STATE of Origin is coming to Perth.
Rugby league’s biggest draw card will be played at the new Perth Stadium in 2019 and if there is one thing I have noticed on social media since last night’s announcement it is a prevailing attitude from those in the east that ‘no one in Perth cares about rugby league’.
Ten or 15 years ago that might have held some truth, but Perth in 2016 is a different place.
I have lived in WA for nearly 30 years, my parents deciding to move west from the inner Sydney suburbs to raise my brother and I (and subsequently another brother and a sister).
In that time league has been the one constant that has tied me to my state of birth, and for many years, declaring a love for the game was without fail received with a bemused look.
Sure, we had a team – the Reds came and went; while the WACA Ground was not the best venue to watch a game played on a rectangular field, the Reds’ demise was down to the collapse of Super League rather than a lack of interest.
But the state of rugby league since 1997 in general, let alone in Perth, is night and day.
Now, WA has a large population of expats from NSW, Queensland and New Zealand, lured west by the mining boom.

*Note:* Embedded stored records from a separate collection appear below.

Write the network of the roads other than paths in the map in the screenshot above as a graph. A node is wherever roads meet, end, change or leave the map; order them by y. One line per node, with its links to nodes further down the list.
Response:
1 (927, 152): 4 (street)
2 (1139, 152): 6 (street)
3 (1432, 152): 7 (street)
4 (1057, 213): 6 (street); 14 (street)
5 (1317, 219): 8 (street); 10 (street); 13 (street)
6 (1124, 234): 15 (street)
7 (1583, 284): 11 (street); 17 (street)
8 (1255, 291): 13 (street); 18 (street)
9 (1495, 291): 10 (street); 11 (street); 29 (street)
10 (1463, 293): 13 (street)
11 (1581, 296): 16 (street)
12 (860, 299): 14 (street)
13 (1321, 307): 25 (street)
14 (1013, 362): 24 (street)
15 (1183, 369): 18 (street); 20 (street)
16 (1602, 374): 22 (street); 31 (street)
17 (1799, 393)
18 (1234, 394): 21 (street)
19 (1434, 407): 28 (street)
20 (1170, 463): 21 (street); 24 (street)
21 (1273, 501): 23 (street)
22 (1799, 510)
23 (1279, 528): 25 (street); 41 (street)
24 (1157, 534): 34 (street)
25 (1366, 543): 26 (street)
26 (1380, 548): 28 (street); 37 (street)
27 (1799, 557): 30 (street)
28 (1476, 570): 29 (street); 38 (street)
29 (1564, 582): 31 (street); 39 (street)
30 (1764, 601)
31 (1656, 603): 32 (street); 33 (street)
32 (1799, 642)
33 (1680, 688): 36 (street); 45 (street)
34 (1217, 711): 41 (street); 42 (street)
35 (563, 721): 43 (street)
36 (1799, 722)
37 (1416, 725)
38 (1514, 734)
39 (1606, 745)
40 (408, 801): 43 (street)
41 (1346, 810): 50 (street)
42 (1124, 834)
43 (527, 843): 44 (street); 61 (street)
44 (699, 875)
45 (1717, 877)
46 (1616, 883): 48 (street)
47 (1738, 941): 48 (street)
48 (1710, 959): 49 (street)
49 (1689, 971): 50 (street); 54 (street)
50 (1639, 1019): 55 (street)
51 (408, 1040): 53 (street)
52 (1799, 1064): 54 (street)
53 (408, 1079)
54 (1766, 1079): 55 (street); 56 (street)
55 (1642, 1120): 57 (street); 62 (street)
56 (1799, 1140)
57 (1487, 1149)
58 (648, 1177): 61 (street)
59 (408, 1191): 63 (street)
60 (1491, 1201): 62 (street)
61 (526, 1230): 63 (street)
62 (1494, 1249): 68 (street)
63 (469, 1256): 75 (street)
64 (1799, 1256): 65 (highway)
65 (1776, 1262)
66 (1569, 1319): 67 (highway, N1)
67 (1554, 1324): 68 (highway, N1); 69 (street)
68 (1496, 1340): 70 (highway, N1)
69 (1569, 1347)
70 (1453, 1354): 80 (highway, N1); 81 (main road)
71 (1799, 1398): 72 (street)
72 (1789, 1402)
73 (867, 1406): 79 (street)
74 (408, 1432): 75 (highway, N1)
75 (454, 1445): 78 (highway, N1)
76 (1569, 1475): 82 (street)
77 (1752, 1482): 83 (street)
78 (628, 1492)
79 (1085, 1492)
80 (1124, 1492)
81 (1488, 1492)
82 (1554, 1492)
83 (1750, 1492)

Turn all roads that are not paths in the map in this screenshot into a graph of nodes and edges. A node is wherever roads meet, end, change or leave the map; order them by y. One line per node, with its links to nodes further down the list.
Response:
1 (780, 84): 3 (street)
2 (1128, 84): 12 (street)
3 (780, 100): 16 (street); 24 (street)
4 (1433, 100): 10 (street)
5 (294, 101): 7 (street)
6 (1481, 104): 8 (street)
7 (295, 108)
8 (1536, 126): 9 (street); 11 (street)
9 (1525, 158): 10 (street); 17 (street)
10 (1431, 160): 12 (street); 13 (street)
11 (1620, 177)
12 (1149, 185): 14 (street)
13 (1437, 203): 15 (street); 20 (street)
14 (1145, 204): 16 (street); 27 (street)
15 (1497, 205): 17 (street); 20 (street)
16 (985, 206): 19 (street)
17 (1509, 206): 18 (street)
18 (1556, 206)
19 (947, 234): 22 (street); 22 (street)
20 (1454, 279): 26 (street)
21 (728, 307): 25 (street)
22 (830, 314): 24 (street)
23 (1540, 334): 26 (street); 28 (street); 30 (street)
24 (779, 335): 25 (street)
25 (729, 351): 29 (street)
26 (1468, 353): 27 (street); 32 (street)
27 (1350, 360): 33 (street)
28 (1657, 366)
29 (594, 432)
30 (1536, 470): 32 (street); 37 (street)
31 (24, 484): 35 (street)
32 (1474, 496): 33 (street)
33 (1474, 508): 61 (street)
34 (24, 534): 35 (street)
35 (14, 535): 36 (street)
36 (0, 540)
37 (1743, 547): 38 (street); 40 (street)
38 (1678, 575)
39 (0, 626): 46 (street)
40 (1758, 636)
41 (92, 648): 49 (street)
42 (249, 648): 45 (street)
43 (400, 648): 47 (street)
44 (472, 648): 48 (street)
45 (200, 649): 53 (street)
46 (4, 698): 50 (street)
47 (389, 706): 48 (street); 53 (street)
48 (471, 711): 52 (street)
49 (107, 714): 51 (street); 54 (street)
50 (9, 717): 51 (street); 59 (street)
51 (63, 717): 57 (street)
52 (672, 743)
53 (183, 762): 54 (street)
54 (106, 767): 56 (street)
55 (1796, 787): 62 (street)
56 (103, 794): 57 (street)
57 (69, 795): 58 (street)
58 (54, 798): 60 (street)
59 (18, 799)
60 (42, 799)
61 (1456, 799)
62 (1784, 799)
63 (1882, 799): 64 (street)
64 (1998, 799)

They have brought their love for the game with them, which has seen them and their kids join local rugby league clubs, resulting in a strong and thriving NRL WA first grade competition, and junior registrations climbing in the thousands year-on-year.
The growth of the game in WA has seen South Sydney host a home game at the dedicated rectangular stadium at Perth Oval for the past eight years, and tomorrow Manly clashes with New Zealand in front of a Perth crowd for the third successive year.
Channel 9 now telecasts games live to Perth on Thursday and Friday nights and Sunday afternoon, and in October we will host Australia and New Zealand in a test match.
The NRL is clearly keen to grow the game outside the traditional rugby league states.
The next step, besides a Perth NRL team (an argument for another day), is Origin; league’s biggest draw.
The novelty factor alone should ensure a big crowd, but factor in the expats and there is absolutely no doubt in my mind it will be a sell out.
Yet the overwhelming response from my New South Welsh brethren and those in Queensland is that the game should not leave their borders; it is their states that play therefore it is their game.
That does not wash given an Origin exhibition match was played in Los Angeles in 1987 and eight games have been played in Melbourne (fun fact: the record crowd for an Origin game was the 91,513 who turned out last year at the MCG to watch NSW beat Queensland 26-18).
Still, they say it is their game.
Heck, if Perth can host a USA vs Canada ice hockey international, why can’t we host State of Origin?
Whatever people over east may say, one thing is certain – come game two of the 2019 Origin series, I will be sat inside Perth Stadium decked out in blue and cheering on the state that introduced me to the great game. And I will not be alone.
The author is a long-suffering St George Illawarra Dragons fan, but loves most sports.